ANTONÍN DVOŘÁK (1841-1904) started work on his cantata Stabat mater, originally designated by the opus number 28, on the 19th of February 1876, finishing the first version on the 7th of May of the same year. He then returned to the work only after more than a year, at the beginning of Octover 1877, and completed it in definitive form after less than six weeks, on the 13th of November. Dvořák's autograph of the original version of the Stabat Mater of 1876 remained inacessible to the professional public for many years, and so little precise was known about it  it. Most experts believed that it was a „piano sketch“ (particel), which the composer then simply instrumentated in the autumn of 1877. When its current owner provided access to the autograph just a few years ago, however, there was great surprise when it turned out to be an almost fully worked up „piano version“  which did not originally contain parts  5–7, i.e. the choral Tui Nati vulnerati, the moving tenor solo with choir Fac me vere tecum flere and the choral Virgo virginum praeclara, and differed in many other details from the later orchestral version. Evidently Dvořák had also sent this version to Vienna in 1876 as one of the supplements to his third application for a state scholarship for young artists without means.

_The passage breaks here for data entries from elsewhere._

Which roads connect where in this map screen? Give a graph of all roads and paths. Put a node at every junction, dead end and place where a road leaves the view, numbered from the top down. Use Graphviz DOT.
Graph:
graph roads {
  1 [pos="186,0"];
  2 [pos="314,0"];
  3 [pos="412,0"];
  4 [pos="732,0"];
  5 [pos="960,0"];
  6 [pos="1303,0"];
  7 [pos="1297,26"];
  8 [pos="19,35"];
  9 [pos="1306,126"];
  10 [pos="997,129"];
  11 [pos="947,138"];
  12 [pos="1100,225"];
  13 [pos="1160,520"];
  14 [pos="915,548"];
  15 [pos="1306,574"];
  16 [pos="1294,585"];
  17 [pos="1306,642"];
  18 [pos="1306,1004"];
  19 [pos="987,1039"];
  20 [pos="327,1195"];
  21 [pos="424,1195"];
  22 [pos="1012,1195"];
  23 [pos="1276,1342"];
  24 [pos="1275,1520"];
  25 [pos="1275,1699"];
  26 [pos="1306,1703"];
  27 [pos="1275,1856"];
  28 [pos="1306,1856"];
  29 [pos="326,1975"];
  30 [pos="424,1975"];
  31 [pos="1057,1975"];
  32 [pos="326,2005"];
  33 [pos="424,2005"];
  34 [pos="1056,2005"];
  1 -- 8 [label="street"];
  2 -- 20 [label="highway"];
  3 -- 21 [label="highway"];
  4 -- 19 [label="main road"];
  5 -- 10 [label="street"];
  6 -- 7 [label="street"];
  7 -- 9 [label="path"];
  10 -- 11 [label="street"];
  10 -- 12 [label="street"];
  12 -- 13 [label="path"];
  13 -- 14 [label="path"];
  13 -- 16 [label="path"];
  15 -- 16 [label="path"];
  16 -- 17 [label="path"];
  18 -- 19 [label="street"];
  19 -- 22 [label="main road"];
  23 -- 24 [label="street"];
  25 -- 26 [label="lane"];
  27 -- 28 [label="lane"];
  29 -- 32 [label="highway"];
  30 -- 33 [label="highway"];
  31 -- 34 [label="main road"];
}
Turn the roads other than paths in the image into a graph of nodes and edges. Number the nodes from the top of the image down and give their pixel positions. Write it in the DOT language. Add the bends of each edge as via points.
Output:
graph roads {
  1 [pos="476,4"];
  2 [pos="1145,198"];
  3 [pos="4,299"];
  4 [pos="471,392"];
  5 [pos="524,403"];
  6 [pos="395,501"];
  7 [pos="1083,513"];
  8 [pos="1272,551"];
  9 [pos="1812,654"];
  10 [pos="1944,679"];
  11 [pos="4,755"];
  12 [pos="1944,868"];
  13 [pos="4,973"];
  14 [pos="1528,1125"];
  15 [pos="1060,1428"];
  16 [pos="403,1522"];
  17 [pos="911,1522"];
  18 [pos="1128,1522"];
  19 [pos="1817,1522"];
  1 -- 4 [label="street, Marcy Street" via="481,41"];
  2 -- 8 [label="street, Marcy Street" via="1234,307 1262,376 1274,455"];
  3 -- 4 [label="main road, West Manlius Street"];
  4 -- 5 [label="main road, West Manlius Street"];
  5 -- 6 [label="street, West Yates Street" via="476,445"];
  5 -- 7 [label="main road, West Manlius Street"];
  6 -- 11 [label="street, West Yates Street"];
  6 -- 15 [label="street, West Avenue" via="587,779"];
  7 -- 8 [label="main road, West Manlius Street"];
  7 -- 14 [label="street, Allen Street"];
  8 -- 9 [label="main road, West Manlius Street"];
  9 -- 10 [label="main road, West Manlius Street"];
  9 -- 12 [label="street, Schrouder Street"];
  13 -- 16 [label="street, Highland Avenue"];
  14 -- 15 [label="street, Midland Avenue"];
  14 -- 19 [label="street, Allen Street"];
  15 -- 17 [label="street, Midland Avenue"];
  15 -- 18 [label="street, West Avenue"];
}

In the definitive version of Dvořák's Stabat Mater, what is striking is above all the    compositional assurance of the thirty-six year-old composer, apparent both in the skilled exploitation of traditional („retrospective“) techniques and in their confrontation and combination with supremely modern musical techniques drawing particularly on the sources of Wagnerian and Lisztian harmony and sound, but also operatic idioms of the day.  Dvořák's Stabat Mater, op. 58 was first performed in Prague on the 23rd of December 1880 at a concert organised by the Society of Music Artists (Tonkünstler-Sozietät). The soloists were Eleonora z Ehrenbergů, Betty Fibichová, Antonín Vávra and Karel Čech, with the orchestra and choir of the Provisional Theatre conducted by Adolf Čech. Another important performance in Brno on the 2nd of April 1882 was conducted by the composer Leoš Janáček. After the tremendous response to the British premiere in the Royal Albert Hall in London on the 10th of March 1883,  Dvořák was invited to make his first concert appearance in London. The repeat performance of the work with the conductor conducting a year later (13th of March 1884) launched the series of Dvořák's immense successes in England, and his fame was soon to spread throughout the Anglo-Saxon world.